Docs Scale

Scale and sampling

Where ST-1 keeps interaction snappy, where it samples for preview, and where it pushes work to the server.

ST-1 has three layers, sized to keep interaction in a single frame and the canonical data honest. Each layer kicks in based on the source’s row count.

Up to ~2M rows — sub-frame interactive

Mosaic precomputes column-summary cubes inside DuckDB-WASM in your browser. Drag a histogram bar; the table, every other column summary, and any chart on top all repaint in the same frame. No round-trips, no streaming spinner.

2M – 50M rows — auto-sampled preview

Past the threshold, sources materialize as a 500,000-row reservoir sample for the in-browser preview. Every panel reading from the sample carries a sampledbadge so you always know what you’re looking at. The canonical Parquet on the server is untouched; agents calling query via MCP read the canonical data, not the sample.

The toggle lives in the project sidebar (Sample large sources). Turn it off when you need exact counts in the preview; expect the page to feel slow on big sources.

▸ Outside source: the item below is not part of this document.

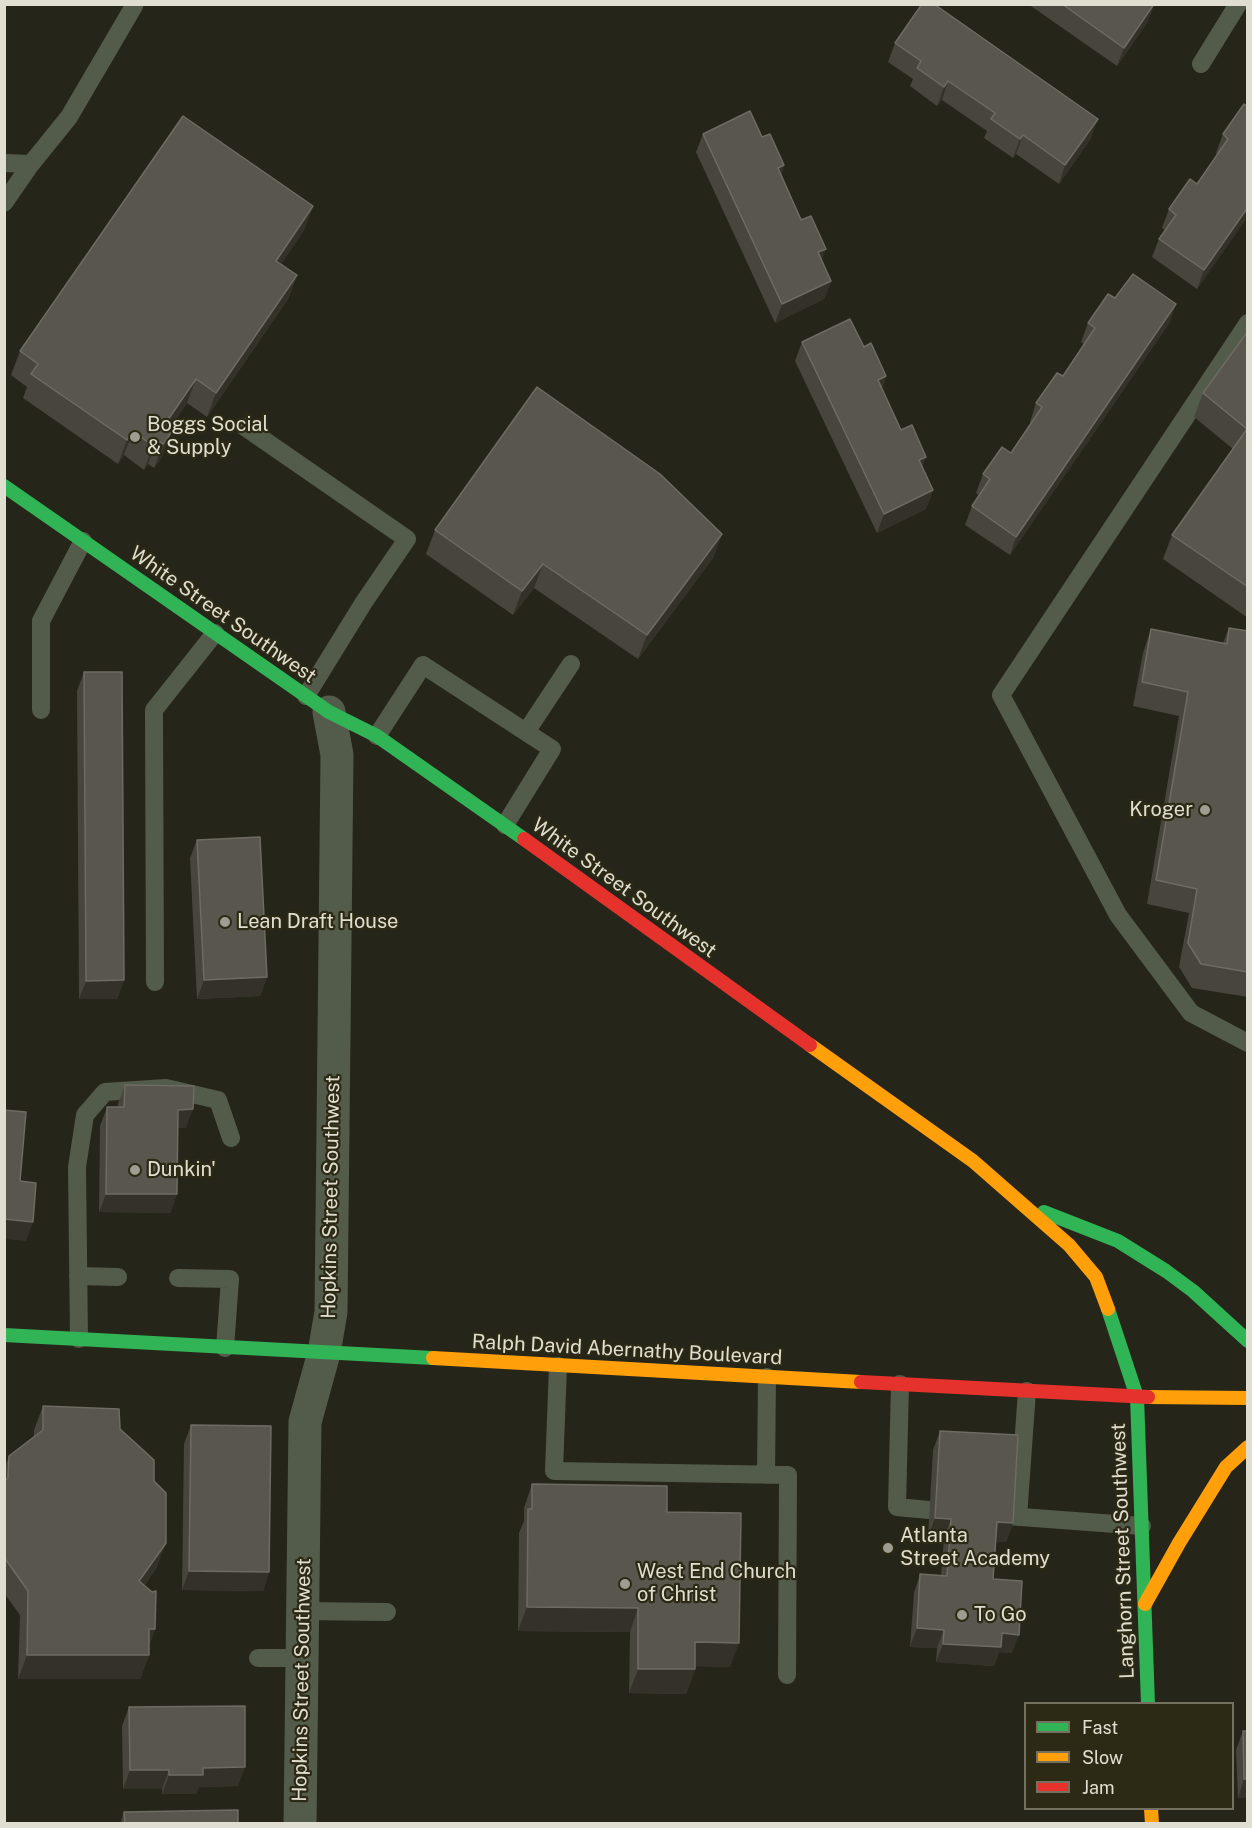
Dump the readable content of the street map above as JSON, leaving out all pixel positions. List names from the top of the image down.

50M+ rows — server-side compute

The browser is no longer the right place for the heavy lift. Run aggregates through the MCP querytool — your AI gets canonical data — or author a derived rollup that’s small enough to explore directly. The browser sees the result; the heavy work stays where the data lives. Upload limit is 1 GiB per source.

The sampling toggle in detail

What samples — only sources over 2M rows. Smaller sources and every DBT preview always read full data.
How — a deterministic reservoir sample so re-opens see the same preview rows.
What doesn’t sample — server-side MCP calls (query, sample, quality_report) and server-rendered chart PNGs read the canonical data.